## SOURCE INFORMATION
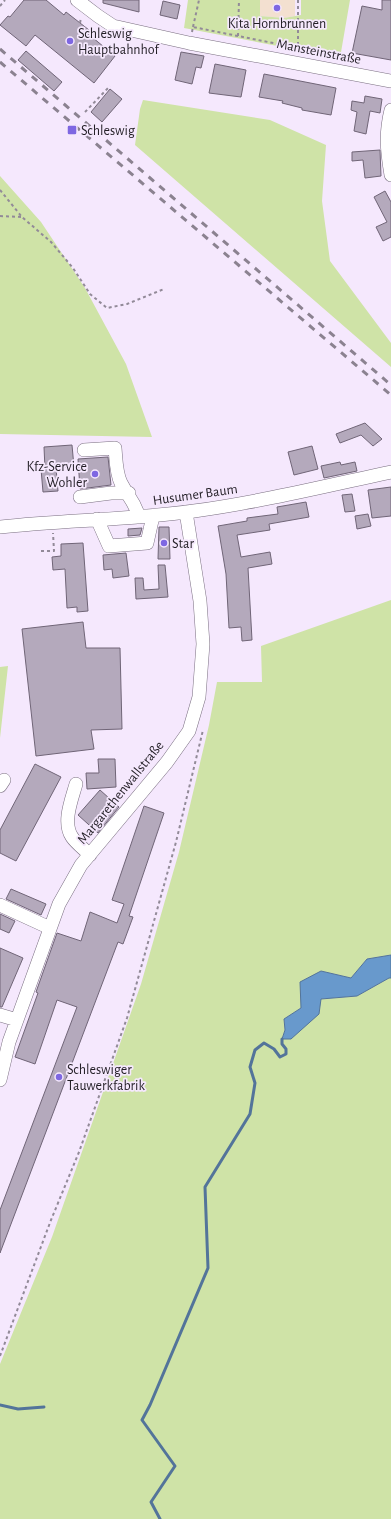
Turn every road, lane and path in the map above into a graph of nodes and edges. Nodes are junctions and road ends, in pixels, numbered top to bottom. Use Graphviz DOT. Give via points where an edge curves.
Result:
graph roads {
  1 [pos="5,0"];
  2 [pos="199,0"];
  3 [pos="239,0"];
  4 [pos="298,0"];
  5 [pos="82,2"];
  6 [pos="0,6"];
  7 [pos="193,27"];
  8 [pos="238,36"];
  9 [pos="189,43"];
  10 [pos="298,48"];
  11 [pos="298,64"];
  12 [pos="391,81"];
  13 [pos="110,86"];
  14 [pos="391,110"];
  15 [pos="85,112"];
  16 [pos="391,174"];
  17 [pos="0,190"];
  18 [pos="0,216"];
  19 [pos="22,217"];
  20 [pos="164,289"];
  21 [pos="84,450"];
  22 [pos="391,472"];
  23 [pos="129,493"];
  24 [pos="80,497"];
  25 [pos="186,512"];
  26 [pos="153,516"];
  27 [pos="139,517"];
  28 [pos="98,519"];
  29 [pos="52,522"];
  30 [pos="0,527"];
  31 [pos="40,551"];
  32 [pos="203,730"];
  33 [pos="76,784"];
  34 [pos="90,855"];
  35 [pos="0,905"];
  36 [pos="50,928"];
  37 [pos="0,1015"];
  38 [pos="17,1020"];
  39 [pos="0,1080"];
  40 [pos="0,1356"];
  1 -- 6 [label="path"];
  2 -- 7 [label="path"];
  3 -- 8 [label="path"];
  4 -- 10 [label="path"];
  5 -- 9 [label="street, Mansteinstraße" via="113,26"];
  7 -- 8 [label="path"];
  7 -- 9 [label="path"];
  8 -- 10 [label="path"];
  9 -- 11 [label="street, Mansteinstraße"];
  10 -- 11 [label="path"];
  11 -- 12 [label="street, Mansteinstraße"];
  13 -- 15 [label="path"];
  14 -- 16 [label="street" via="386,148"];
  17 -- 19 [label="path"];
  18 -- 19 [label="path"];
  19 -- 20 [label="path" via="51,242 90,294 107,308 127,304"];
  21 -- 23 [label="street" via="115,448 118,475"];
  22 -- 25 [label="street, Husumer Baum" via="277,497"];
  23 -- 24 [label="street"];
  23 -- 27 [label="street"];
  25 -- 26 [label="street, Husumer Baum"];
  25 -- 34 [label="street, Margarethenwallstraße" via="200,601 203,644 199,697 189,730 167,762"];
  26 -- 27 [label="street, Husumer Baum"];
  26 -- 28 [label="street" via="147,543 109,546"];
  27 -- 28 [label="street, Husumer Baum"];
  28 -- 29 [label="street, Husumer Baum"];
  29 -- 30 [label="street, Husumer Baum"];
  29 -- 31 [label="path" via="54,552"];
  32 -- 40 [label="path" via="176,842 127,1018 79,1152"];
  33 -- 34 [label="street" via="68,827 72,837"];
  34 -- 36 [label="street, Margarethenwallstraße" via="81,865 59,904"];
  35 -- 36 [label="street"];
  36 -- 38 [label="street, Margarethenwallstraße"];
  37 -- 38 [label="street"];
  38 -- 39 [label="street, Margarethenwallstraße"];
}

## WORK TASK
Word-for-word repeat, images excluded: return all the data.

## EXERCISE RESULT
Turn every road, lane and path in the map above into a graph of nodes and edges. Nodes are junctions and road ends, in pixels, numbered top to bottom. Use Graphviz DOT. Give via points where an edge curves.
Result:
graph roads {
  1 [pos="5,0"];
  2 [pos="199,0"];
  3 [pos="239,0"];
  4 [pos="298,0"];
  5 [pos="82,2"];
  6 [pos="0,6"];
  7 [pos="193,27"];
  8 [pos="238,36"];
  9 [pos="189,43"];
  10 [pos="298,48"];
  11 [pos="298,64"];
  12 [pos="391,81"];
  13 [pos="110,86"];
  14 [pos="391,110"];
  15 [pos="85,112"];
  16 [pos="391,174"];
  17 [pos="0,190"];
  18 [pos="0,216"];
  19 [pos="22,217"];
  20 [pos="164,289"];
  21 [pos="84,450"];
  22 [pos="391,472"];
  23 [pos="129,493"];
  24 [pos="80,497"];
  25 [pos="186,512"];
  26 [pos="153,516"];
  27 [pos="139,517"];
  28 [pos="98,519"];
  29 [pos="52,522"];
  30 [pos="0,527"];
  31 [pos="40,551"];
  32 [pos="203,730"];
  33 [pos="76,784"];
  34 [pos="90,855"];
  35 [pos="0,905"];
  36 [pos="50,928"];
  37 [pos="0,1015"];
  38 [pos="17,1020"];
  39 [pos="0,1080"];
  40 [pos="0,1356"];
  1 -- 6 [label="path"];
  2 -- 7 [label="path"];
  3 -- 8 [label="path"];
  4 -- 10 [label="path"];
  5 -- 9 [label="street, Mansteinstraße" via="113,26"];
  7 -- 8 [label="path"];
  7 -- 9 [label="path"];
  8 -- 10 [label="path"];
  9 -- 11 [label="street, Mansteinstraße"];
  10 -- 11 [label="path"];
  11 -- 12 [label="street, Mansteinstraße"];
  13 -- 15 [label="path"];
  14 -- 16 [label="street" via="386,148"];
  17 -- 19 [label="path"];
  18 -- 19 [label="path"];
  19 -- 20 [label="path" via="51,242 90,294 107,308 127,304"];
  21 -- 23 [label="street" via="115,448 118,475"];
  22 -- 25 [label="street, Husumer Baum" via="277,497"];
  23 -- 24 [label="street"];
  23 -- 27 [label="street"];
  25 -- 26 [label="street, Husumer Baum"];
  25 -- 34 [label="street, Margarethenwallstraße" via="200,601 203,644 199,697 189,730 167,762"];
  26 -- 27 [label="street, Husumer Baum"];
  26 -- 28 [label="street" via="147,543 109,546"];
  27 -- 28 [label="street, Husumer Baum"];
  28 -- 29 [label="street, Husumer Baum"];
  29 -- 30 [label="street, Husumer Baum"];
  29 -- 31 [label="path" via="54,552"];
  32 -- 40 [label="path" via="176,842 127,1018 79,1152"];
  33 -- 34 [label="street" via="68,827 72,837"];
  34 -- 36 [label="street, Margarethenwallstraße" via="81,865 59,904"];
  35 -- 36 [label="street"];
  36 -- 38 [label="street, Margarethenwallstraße"];
  37 -- 38 [label="street"];
  38 -- 39 [label="street, Margarethenwallstraße"];
}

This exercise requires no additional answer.